Long Hill Brook Bridge

When Connecticut officials decided they needed to replace the deteriorated Long Hill Brook Bridge on Route 17 in Middletown, they knew the work needed to be completed quickly. The bridge was too critical for the heavy use it received to allow detours to last long. To achieve these goals, designers specified a precast concrete structure with ultra-high early strength so the bridge could be replaced over one weekend.

“With a lot of pre-planning, hard work by the project personnel, and support services along with good weather, Route 17 was able to reopen in time for morning commuter traffic and school buses at 6:15 a.m. Monday,” says DOT Commissioner James P. Redeker. In fact, the bridge reopened nine hours ahead of schedule. “Nine hours may not seem like a big deal, but to commuters, school kids, emergency services, and area residents, any time saved is a good thing.”

The existing concrete bridge, 16 feet long and 28 feet wide, had to be replaced due to its deterioration, according to a CONNDOT spokesperson. “The new bridge had to address the bridge’s structural deficiencies, functional obsolescence, hydraulic inadequacy, scour-critical rating, and substantial load rating.” Its narrow width also made it “functionally obsolete.”

The bridge features nine 29-foot-long precast concrete rigid-frame sections with a 7-foot rise and a 4’11-½-inch width. The structure also includes four bridge footings, four wingwalls, and four wingwall footings. It measures 31 feet long and supports a 41-foot-wide roadway with two 12-foot travel lanes with 8- to 9-foot shoulders. United Concrete Products fabricated the precast concrete components.

“We’ve used precast concrete on many projects but not on this rapid schedule,” says Mike Appleby, structural engineer with Anchor Engineering Services in Glastonbury, Connecticut, the design engineer on the project. “Precast concrete is our go-to method for rapid construction. It tends to be the most economical material for projects of this size and simplifies field work a lot.”

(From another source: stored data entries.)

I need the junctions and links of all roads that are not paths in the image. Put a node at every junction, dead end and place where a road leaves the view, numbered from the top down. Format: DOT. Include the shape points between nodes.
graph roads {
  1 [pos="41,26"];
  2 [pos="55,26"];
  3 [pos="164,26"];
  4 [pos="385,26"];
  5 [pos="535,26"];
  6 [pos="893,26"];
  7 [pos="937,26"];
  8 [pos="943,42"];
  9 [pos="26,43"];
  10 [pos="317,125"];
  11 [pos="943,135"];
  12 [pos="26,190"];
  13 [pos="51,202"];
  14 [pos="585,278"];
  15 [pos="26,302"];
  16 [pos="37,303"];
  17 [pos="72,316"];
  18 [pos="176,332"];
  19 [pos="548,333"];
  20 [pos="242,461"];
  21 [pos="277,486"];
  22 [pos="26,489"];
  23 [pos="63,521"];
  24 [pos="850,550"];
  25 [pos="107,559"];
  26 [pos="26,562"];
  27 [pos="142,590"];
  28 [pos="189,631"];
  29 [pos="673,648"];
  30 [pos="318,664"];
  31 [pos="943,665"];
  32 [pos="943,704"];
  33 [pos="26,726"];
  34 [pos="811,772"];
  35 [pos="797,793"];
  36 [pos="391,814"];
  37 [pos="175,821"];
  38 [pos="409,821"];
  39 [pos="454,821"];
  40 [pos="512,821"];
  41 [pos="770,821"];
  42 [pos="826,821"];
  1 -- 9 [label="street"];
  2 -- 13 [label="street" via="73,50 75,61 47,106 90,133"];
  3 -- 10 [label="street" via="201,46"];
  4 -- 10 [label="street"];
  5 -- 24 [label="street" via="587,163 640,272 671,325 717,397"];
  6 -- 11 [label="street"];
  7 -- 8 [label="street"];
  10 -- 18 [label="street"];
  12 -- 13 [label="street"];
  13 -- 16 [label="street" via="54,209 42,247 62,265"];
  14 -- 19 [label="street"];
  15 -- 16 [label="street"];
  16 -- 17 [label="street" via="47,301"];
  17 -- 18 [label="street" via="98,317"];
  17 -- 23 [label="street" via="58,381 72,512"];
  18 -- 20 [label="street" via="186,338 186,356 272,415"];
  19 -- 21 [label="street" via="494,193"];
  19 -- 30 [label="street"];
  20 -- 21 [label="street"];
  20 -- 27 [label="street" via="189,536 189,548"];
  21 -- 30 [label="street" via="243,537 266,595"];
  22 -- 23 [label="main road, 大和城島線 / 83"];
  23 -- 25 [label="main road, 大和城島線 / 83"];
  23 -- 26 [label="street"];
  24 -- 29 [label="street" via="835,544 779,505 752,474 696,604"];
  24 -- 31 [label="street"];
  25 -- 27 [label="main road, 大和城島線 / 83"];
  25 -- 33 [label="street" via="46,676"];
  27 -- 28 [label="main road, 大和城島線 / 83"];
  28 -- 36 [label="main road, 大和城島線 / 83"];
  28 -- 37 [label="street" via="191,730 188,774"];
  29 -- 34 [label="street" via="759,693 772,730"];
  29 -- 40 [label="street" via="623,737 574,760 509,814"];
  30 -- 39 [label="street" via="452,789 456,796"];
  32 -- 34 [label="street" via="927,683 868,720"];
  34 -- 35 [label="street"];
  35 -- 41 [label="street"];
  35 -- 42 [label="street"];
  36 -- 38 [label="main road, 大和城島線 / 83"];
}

Significant pre-planning went into the project to ensure utilities were relocated and all sitework was completed so the components could be brought to the site and erected rapidly, he notes. The bridge was closed at 7 p.m. on a Friday, with the existing bridge then cut into pieces and lifted away to be demolished by contractor J. Iapaluccio Inc. Work continued until morning to excavate soil to bedrock. Then an ultra-high early-strength concrete was poured for a leveling pad. The concrete uses calcium sufoaluminate cement, which provided a two-hour strength of 3,000 psi.

Precast concrete footings were set onto the concrete pad, and the walls and frames were set into place. The bridge was ready for use by 6:15 a.m. Monday, ahead of the scheduled opening of 3 p.m. Finishing work then was completed over the next two weeks.

The project continues the state’s emphasis on using accelerated bridge construction (ABC) techniques, and it’s first one to replace an entire bridge, as an earlier one replaced only the superstructure, Appleby notes.

“Connecticut is definitely pushing to do more ABC projects. I expect that fabricating precast concrete components offsite and bringing them to the job for fast erection will become a standard and popular approach. We’d never used the ultra-high early-strength concrete, but I can see using it too for highly accelerated schedules in the future.”

Project Details

City:

Middletown
 

State:

CT
 

Year:

2014
 

Owner:

Connecticut Department of Transportation, Newington, CT
 

Designer:

Anchor Engineering Services Inc., Glastonbury, CT
 

Contractor:

J. Iapaluccio Inc., Brookfield, CT
 

Structural Precast Elements:

• 31-foot precast concrete bridge including:
— Nine box culvert pieces 29 feet long and 44’ 10” wide.
— Four wingwalls with soil anchors, 8’1” tall.
— Four bridge footings.
— Four wingwall footings.
• Ultra-high early-strength concrete with CSA cement used for leveling pad to achieve two-hour strength of 3,000 psi.
• Bridge closed and reopened to public in 59 hours.